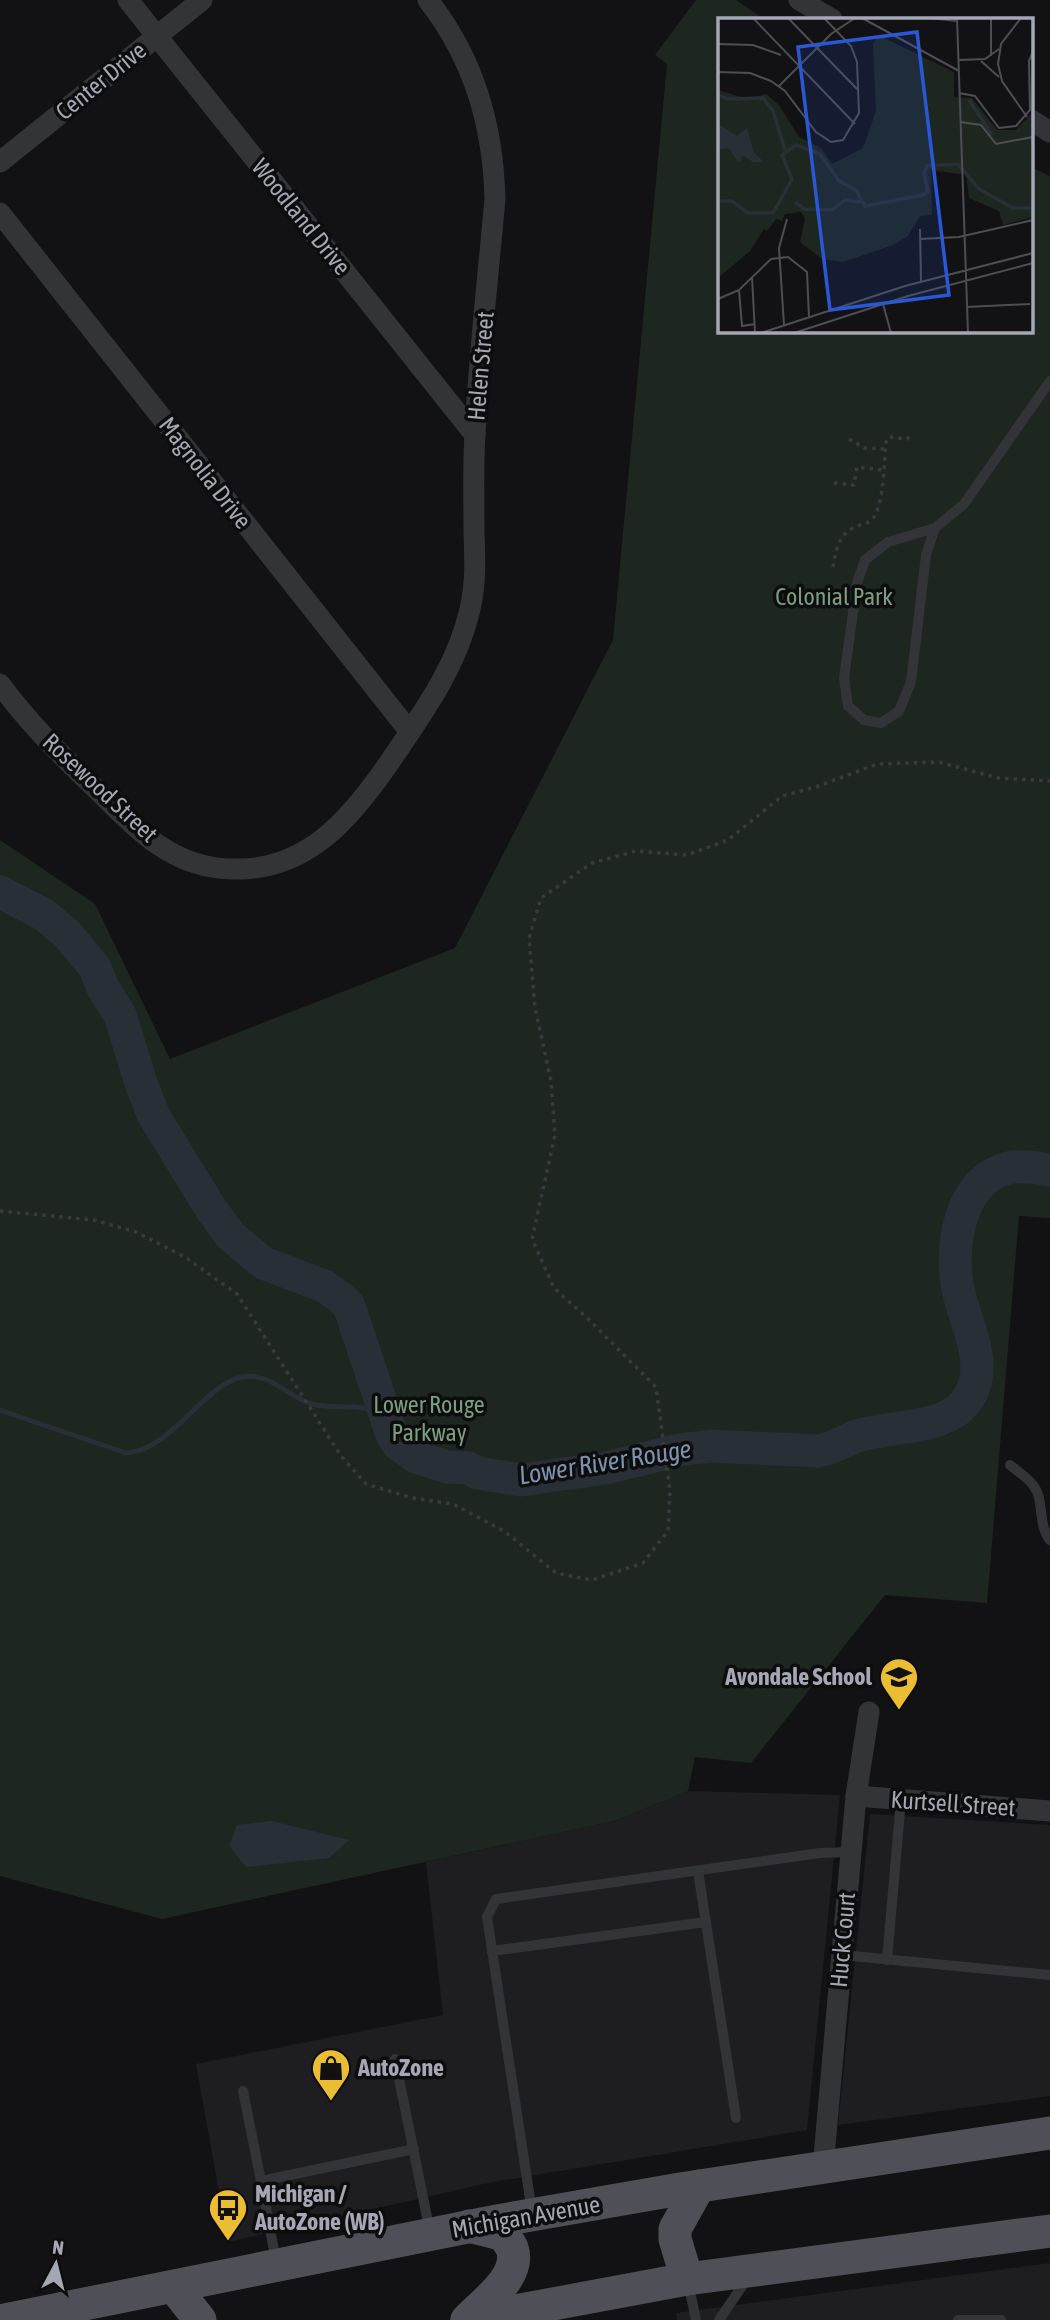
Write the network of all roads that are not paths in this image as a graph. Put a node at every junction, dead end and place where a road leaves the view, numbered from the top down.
1 (128, 0) edge
2 (202, 0) edge
3 (428, 0) edge
4 (799, 0) edge
5 (830, 18) edge
6 (157, 36) junction
7 (1032, 121) edge
8 (1050, 132) edge
9 (0, 162) edge
10 (0, 214) edge
11 (1050, 381) edge
12 (474, 435) junction
13 (934, 528) junction
14 (0, 684) edge
15 (410, 732) junction
16 (1010, 1465) dead end
17 (1050, 1540) edge
18 (869, 1712) dead end
19 (856, 1796) junction
20 (901, 1800) junction
21 (1050, 1811) edge
22 (851, 1852) junction
23 (698, 1871) junction
24 (706, 1922) junction
25 (492, 1951) junction
26 (842, 1955) junction
27 (887, 1960) junction
28 (1050, 1975) edge
29 (396, 2059) dead end
30 (243, 2091) dead end
31 (736, 2119) dead end
32 (1050, 2133) edge
33 (414, 2149) junction
34 (823, 2168) junction
35 (261, 2181) junction
36 (699, 2186) junction
37 (532, 2215) junction
38 (469, 2226) junction
39 (1050, 2231) edge
40 (431, 2234) junction
41 (277, 2266) junction
42 (753, 2272) junction
43 (687, 2279) junction
44 (174, 2287) junction
45 (5, 2320) edge
46 (200, 2320) edge
47 (467, 2320) edge
48 (696, 2320) edge
49 (719, 2320) edge
50 (958, 2320) edge
51 (1001, 2320) edge

1 - 6 street, Woodland Drive
2 - 6 street, Center Drive
3 - 12 street, Helen Street
4 - 5 street
6 - 9 street, Center Drive
6 - 12 street, Woodland Drive
7 - 8 street
10 - 15 street, Magnolia Drive
11 - 13 lane
12 - 15 street, Helen Street
13 - 13 lane
14 - 15 street, Rosewood Street
16 - 17 lane
18 - 19 street, Huck Court
19 - 20 street, Kurtsell Street
19 - 22 street, Huck Court
20 - 21 street, Kurtsell Street
20 - 27 lane
22 - 23 lane
22 - 26 street, Huck Court
23 - 24 lane
23 - 25 lane
24 - 25 lane
24 - 31 lane
25 - 37 lane
26 - 27 lane
26 - 34 street, Huck Court
27 - 28 lane
29 - 33 lane
30 - 35 lane
32 - 34 main road, Michigan Avenue
33 - 35 lane
33 - 40 lane
34 - 36 main road, Michigan Avenue
35 - 41 lane
36 - 37 main road, Michigan Avenue
36 - 43 main road
37 - 38 main road, Michigan Avenue
38 - 40 main road, Michigan Avenue
38 - 47 main road
39 - 42 main road
40 - 41 main road, Michigan Avenue
41 - 44 main road, Michigan Avenue
42 - 43 main road
42 - 49 lane
43 - 47 main road
43 - 48 lane
44 - 45 main road, Michigan Avenue
44 - 46 main road
50 - 51 lane

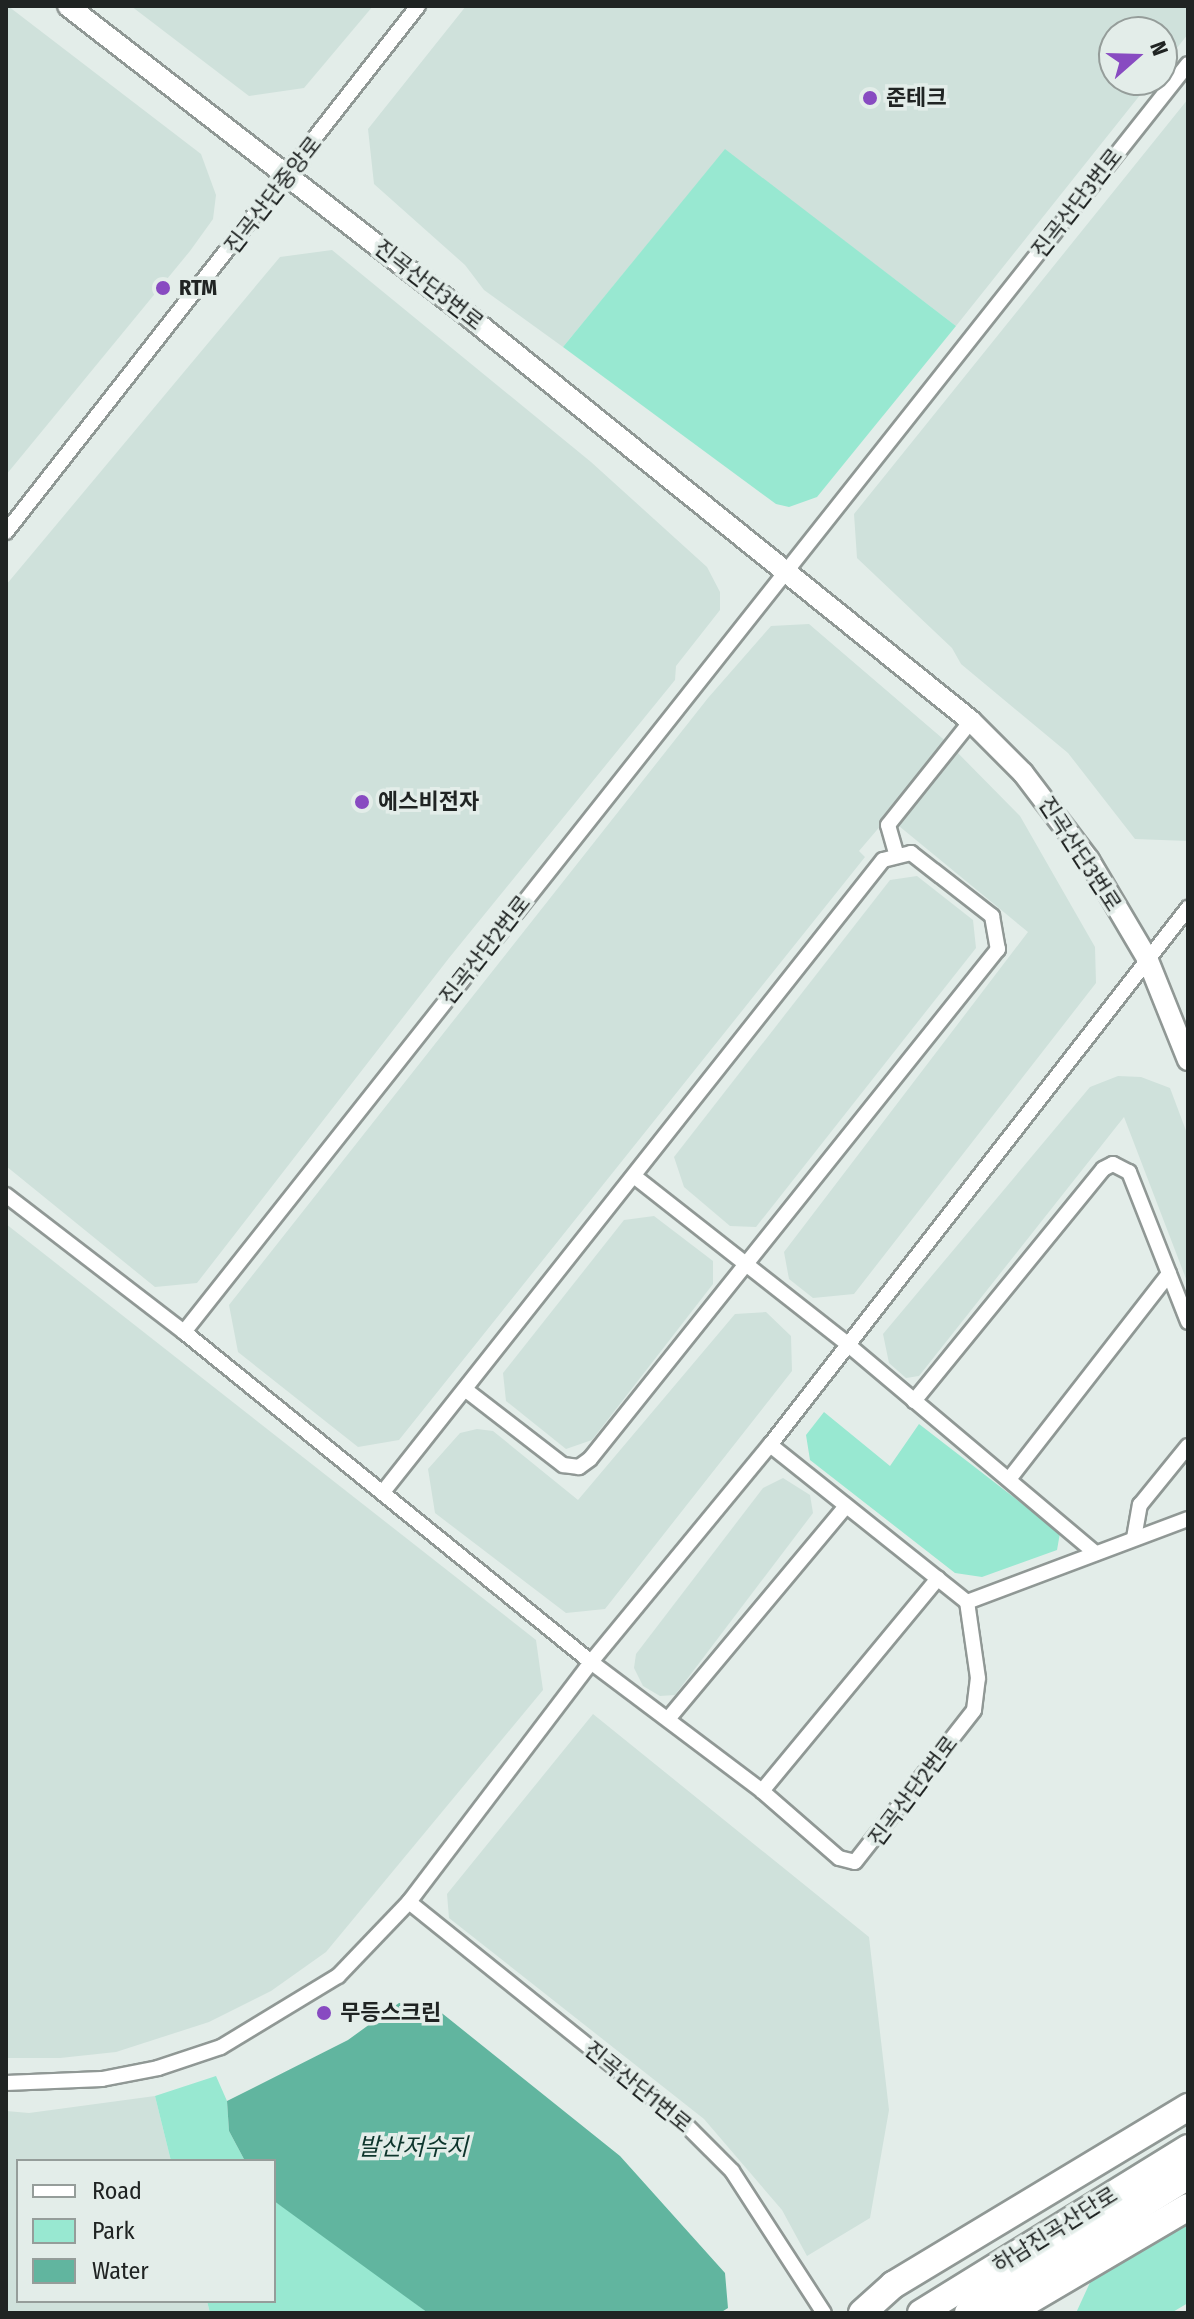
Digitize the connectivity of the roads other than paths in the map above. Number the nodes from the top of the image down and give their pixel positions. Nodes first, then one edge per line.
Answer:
1 (68, 6) edge
2 (418, 6) edge
3 (1188, 64) edge
4 (290, 174) junction
5 (6, 532) edge
6 (787, 568) junction
7 (971, 721) junction
8 (896, 853) junction
9 (1188, 908) edge
10 (1147, 958) junction
11 (1188, 1060) edge
12 (634, 1176) junction
13 (6, 1195) edge
14 (747, 1267) junction
15 (1169, 1274) junction
16 (1188, 1322) edge
17 (184, 1332) junction
18 (846, 1343) junction
19 (466, 1390) junction
20 (914, 1401) junction
21 (770, 1445) junction
22 (1188, 1446) edge
23 (1010, 1478) junction
24 (383, 1492) junction
25 (845, 1507) junction
26 (1188, 1519) edge
27 (1134, 1538) junction
28 (1095, 1553) junction
29 (938, 1578) junction
30 (967, 1602) junction
31 (591, 1662) junction
32 (668, 1719) junction
33 (762, 1791) junction
34 (409, 1902) junction
35 (6, 2083) edge
36 (1188, 2107) edge
37 (1188, 2148) edge
38 (1188, 2176) edge
39 (1188, 2207) edge
40 (824, 2313) edge
41 (862, 2313) edge
42 (921, 2313) edge
43 (968, 2313) edge
44 (1008, 2313) edge

1 - 4 street, 진곡산단3번로
2 - 4 street, 진곡산단중앙로
3 - 6 street, 진곡산단3번로
4 - 5 street, 진곡산단중앙로
4 - 6 street, 진곡산단3번로
6 - 7 street, 진곡산단3번로
6 - 17 street, 진곡산단2번로
7 - 8 street
7 - 10 street, 진곡산단3번로
8 - 12 street
8 - 14 street
9 - 10 street
10 - 11 street, 진곡산단3번로
10 - 18 street
12 - 14 street
12 - 19 street
13 - 17 street, 진곡산단2번로
14 - 18 street
14 - 19 street
15 - 16 street
15 - 20 street
15 - 23 street
17 - 24 street, 진곡산단2번로
18 - 20 street
18 - 21 street
19 - 24 street
20 - 23 street
21 - 25 street
21 - 31 street
22 - 27 street
23 - 28 street
24 - 31 street, 진곡산단2번로
25 - 29 street
25 - 32 street
26 - 27 street
27 - 28 street
28 - 30 street
29 - 30 street
29 - 33 street
30 - 33 street, 진곡산단2번로
31 - 32 street, 진곡산단2번로
31 - 34 street
32 - 33 street, 진곡산단2번로
34 - 35 street
34 - 40 street, 진곡산단1번로
36 - 41 highway
37 - 42 highway, 하남진곡산단로
38 - 43 highway, 하남진곡산단로
39 - 44 highway

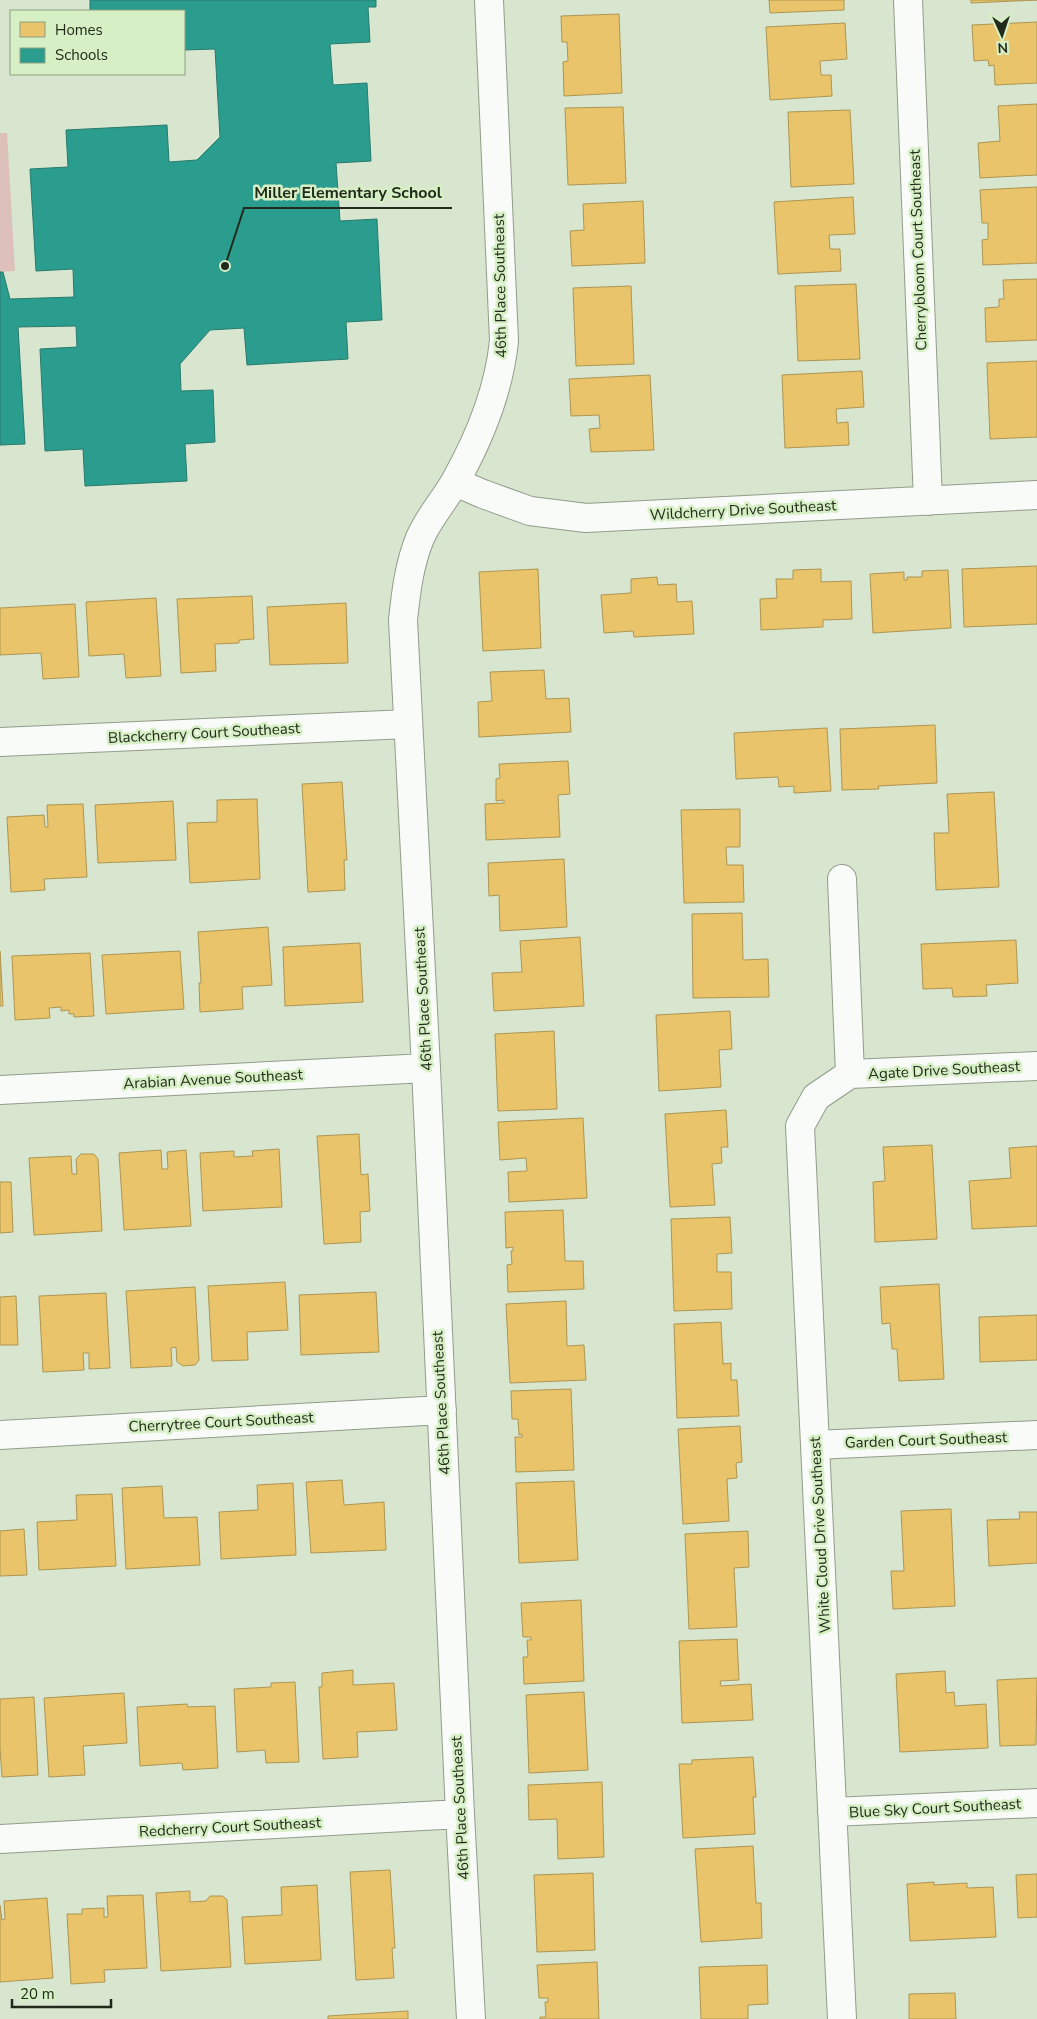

____

**EXERCISE DIRECTIONS**
Wherever the word "roads" turns up in the material, copy the whole line.

**WORKED SOLUTION**
Write the network of all roads that are not paths in this image as a graph. Put a node at every junction, dead end and place where a road leaves the view, numbered from the top down.
Digitize the connectivity of the roads other than paths in the map above. Number the nodes from the top of the image down and give their pixel positions. Nodes first, then one edge per line.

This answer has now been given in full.